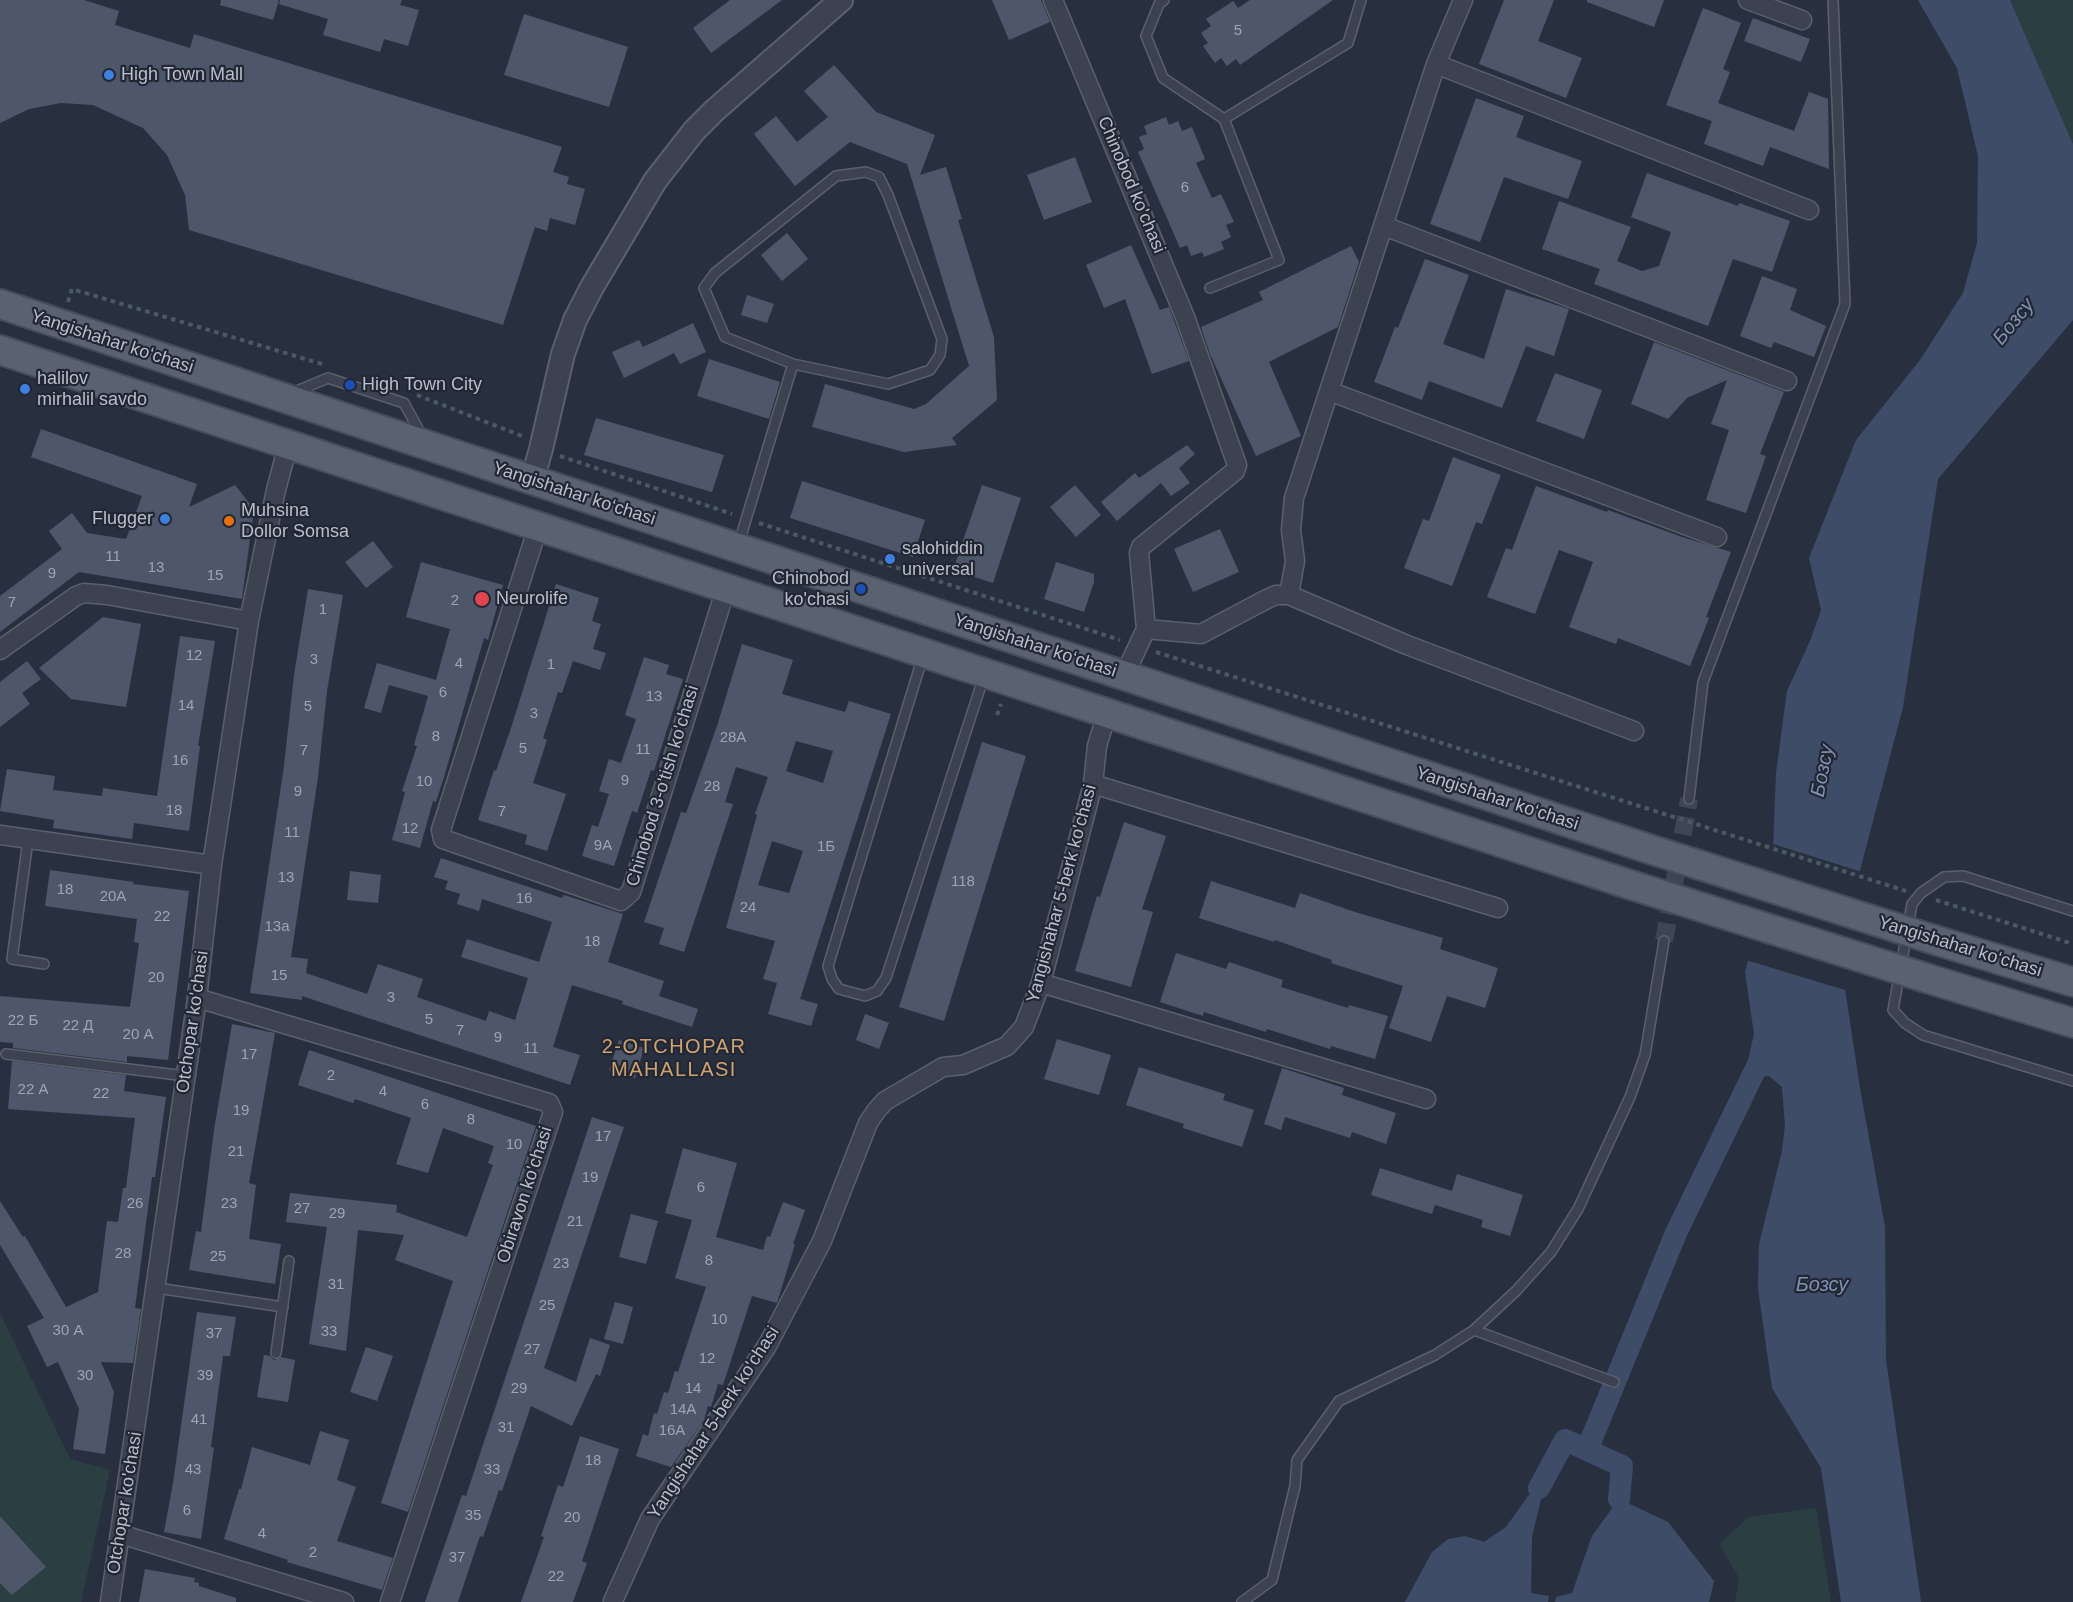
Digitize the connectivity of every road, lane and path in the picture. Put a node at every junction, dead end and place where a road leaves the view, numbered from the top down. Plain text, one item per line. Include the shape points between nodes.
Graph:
1 (842, 0) edge
2 (1053, 0) edge
3 (1164, 0) edge
4 (1361, 0) edge
5 (1463, 0) edge
6 (1749, 0) edge
7 (1833, 0) edge
8 (1802, 20) dead end
9 (1436, 64) junction
10 (1224, 119) junction
11 (1809, 210) dead end
12 (1384, 226) junction
13 (1210, 288) dead end
14 (67, 304) dead end
15 (1, 308) edge
16 (0, 350) edge
17 (793, 364) junction
18 (327, 366) dead end
19 (1787, 381) dead end
20 (1329, 391) junction
21 (410, 393) dead end
22 (288, 445) junction
23 (541, 450) junction
24 (532, 480) junction
25 (641, 516) junction
26 (747, 519) junction
27 (538, 527) junction
28 (1717, 537) dead end
29 (737, 548) junction
30 (629, 556) junction
31 (841, 582) junction
32 (726, 588) junction
33 (1289, 594) junction
34 (249, 621) junction
35 (829, 622) junction
36 (1146, 629) junction
37 (1137, 646) junction
38 (0, 650) edge
39 (924, 653) junction
40 (984, 673) junction
41 (1124, 676) junction
42 (1107, 714) junction
43 (1634, 731) dead end
44 (1093, 784) junction
45 (1689, 799) tunnel mouth
46 (0, 835) edge
47 (28, 840) junction
48 (212, 865) junction
49 (1913, 893) dead end
50 (1936, 900) dead end
51 (1498, 908) dead end
52 (2073, 910) edge
53 (1664, 941) tunnel mouth
54 (2073, 944) edge
55 (44, 964) dead end
56 (2073, 982) edge
57 (1041, 983) junction
58 (197, 998) junction
59 (2073, 1023) edge
60 (6, 1054) dead end
61 (186, 1076) junction
62 (2073, 1081) edge
63 (1426, 1099) dead end
64 (289, 1261) dead end
65 (157, 1288) junction
66 (283, 1307) junction
67 (1474, 1330) junction
68 (276, 1353) dead end
69 (1614, 1382) dead end
70 (120, 1534) junction
71 (614, 1601) edge
72 (110, 1602) edge
73 (344, 1602) edge
74 (390, 1602) edge
75 (1242, 1602) edge

1 - 23 street via 715,110 655,181 575,320 563,354
2 - 36 street, Chinobod ko'chasi via 1185,317 1237,465 1235,471 1142,547 1139,553
3 - 10 lane via 1146,36 1163,78
4 - 10 lane via 1348,43
5 - 9 street
6 - 8 street
7 - 45 lane via 1845,304 1703,682
9 - 11 street
9 - 12 street
10 - 13 lane via 1279,260
12 - 19 street
12 - 20 street
14 - 18 path via 72,289
15 - 24 main road, Yangishahar ko‘chasi
16 - 22 main road
17 - 17 lane via 725,338 704,288 715,273 836,176 866,172 879,177 942,339 940,355 930,370 888,384
17 - 26 lane
20 - 28 street
20 - 33 street via 1294,498 1291,530 1295,561
21 - 23 path via 522,436
22 - 27 main road
22 - 34 street, Otchopar ko'chasi
23 - 24 street
23 - 26 path
24 - 25 main road, Yangishahar ko‘chasi
25 - 29 main road, Yangishahar ko‘chasi
25 - 30 main road
26 - 29 lane
26 - 37 path
27 - 30 main road
27 - 32 street, Chinobod 3-o'tish ko'chasi via 441,830 443,838 621,901 631,892
29 - 31 main road, Yangishahar ko‘chasi
30 - 32 main road
31 - 35 main road
31 - 41 main road, Yangishahar ko‘chasi
32 - 35 main road
33 - 36 street via 1265,600 1201,634
33 - 43 street via 1407,645
34 - 38 street via 84,593
34 - 48 street, Otchopar ko'chasi
35 - 39 main road
36 - 37 street
37 - 41 street
37 - 49 path
39 - 40 main road
39 - 40 lane via 828,966 838,989 865,996 877,992 886,978
40 - 42 main road
41 - 56 main road, Yangishahar ko‘chasi, bridge via 1643,847
42 - 44 street, Yangishahar 5-berk ko'chasi via 1097,746
42 - 59 main road, bridge via 1631,885
44 - 51 street
44 - 57 street, Yangishahar 5-berk ko'chasi
46 - 47 street
47 - 48 street
47 - 55 lane via 12,959
48 - 58 street, Otchopar ko'chasi
50 - 54 path
52 - 62 lane via 1964,876 1944,877 1912,904 1893,1010 1923,1035
53 - 67 lane via 1645,1055 1630,1097 1578,1209 1551,1252
57 - 63 street
57 - 71 street, Yangishahar 5-berk ko'chasi via 1024,1027 1007,1046 963,1065 943,1067 885,1101 876,1111 822,1241 767,1346 650,1519
58 - 61 street, Otchopar ko'chasi
58 - 74 street, Obiravon ko'chasi via 549,1103 553,1112
60 - 61 lane
61 - 65 street, Otchopar ko'chasi
64 - 66 lane
65 - 66 lane
65 - 70 street, Otchopar ko'chasi
66 - 68 lane
67 - 69 lane
67 - 75 lane via 1435,1355 1339,1401 1297,1460 1295,1486 1272,1580
70 - 72 street, Otchopar ko'chasi
70 - 73 street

-- Task to carry out --
For each line in the entries that holds "tunnel", return that line.

-- Solution --
45 (1689, 799) tunnel mouth
53 (1664, 941) tunnel mouth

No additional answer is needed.